San Francisco Superior Court Judge Anne-Christine Massullo denied Sutter Health’s motion to delay finalizing its US$575 million settlement with the state of California in a case that alleged anti-competitive practices, reported The Sacramento Bee.
The benefits arm of the United Food & Commercial Workers began pursuing this civil lawsuit in 2014, but four years later, California Attorney General Xavier Becerra said that, because Sutter’s actions were driving up prices all around Northern California, he was filing a lawsuit that would consolidate the grocery worker’s lawsuit.
Becerra expressed satisfaction that the judge ruled in favor of the California Department of Justice’s motion to deny any delays: “Sutter’s practices harmed California’s healthcare market by charging higher prices unrelated to quality or cost of care. They did that long before the COVID-19 pandemic. There is no period of time that medical providers, like Sutter, should be able to carry out such destructive market practice.”
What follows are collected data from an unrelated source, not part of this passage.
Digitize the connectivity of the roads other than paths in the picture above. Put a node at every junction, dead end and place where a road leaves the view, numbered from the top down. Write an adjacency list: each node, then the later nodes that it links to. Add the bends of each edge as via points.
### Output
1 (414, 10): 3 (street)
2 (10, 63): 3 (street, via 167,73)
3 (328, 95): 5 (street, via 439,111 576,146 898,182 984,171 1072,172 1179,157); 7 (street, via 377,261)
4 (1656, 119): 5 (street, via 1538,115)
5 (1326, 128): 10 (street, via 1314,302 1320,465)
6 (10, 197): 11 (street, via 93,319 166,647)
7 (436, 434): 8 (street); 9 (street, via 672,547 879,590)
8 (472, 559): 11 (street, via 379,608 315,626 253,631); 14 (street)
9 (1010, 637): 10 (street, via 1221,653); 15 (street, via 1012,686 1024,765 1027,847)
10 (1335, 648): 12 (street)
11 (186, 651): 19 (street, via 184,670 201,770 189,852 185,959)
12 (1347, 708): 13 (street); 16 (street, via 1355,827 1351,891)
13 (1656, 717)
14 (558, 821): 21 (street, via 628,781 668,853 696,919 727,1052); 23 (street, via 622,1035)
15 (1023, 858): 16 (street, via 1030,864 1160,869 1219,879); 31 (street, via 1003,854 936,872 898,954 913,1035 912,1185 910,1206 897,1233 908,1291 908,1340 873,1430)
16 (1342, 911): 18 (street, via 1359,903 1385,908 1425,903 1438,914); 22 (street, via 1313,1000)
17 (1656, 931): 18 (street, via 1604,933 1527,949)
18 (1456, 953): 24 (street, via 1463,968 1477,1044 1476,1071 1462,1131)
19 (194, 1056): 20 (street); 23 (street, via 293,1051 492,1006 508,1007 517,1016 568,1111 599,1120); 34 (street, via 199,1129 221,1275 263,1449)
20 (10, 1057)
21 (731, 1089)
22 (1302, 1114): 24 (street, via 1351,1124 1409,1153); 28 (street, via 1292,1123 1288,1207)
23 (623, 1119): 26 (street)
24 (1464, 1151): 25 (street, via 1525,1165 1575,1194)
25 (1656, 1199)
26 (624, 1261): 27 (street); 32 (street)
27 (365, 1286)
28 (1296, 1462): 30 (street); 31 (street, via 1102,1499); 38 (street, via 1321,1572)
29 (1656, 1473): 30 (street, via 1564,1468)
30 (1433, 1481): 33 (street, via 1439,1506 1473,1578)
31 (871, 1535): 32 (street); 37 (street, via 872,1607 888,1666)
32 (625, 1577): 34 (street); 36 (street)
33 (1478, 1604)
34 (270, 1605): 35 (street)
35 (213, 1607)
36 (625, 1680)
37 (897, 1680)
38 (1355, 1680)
Sutter had asserted in its motion that the company needed time to assess and make changes to its businesses following financial losses incurred during the COVID-19 pandemic. The company stated it spent millions adding surge capacity even as hospital admissions drastically dropped.
“Our entire integrated network acted quickly to adapt our ‘normal’ operations and prepare and manage through patient surges in response to this pandemic,” company officials said in a statement sent to The Bee Friday, July 10. “Over the last few weeks, like the rest of the state, we’ve seen an uptick in cases of COVID-19, including hospitalizations that have pushed us to our highest surge levels. This surge requires ongoing emergency response efforts across our integrated network as we continue to provide high quality care during these uncertain times.”
However, researchers at the University of California, Berkeley, released on Thursday an analysis of hospital finances that showed that Sutter had enough securities and cash on hand to weather 7,109 days of business. The researchers noted that, in 2015, the health care consultant Optum found that US hospitals had a median of 27 days of cash on hand from short-term sources.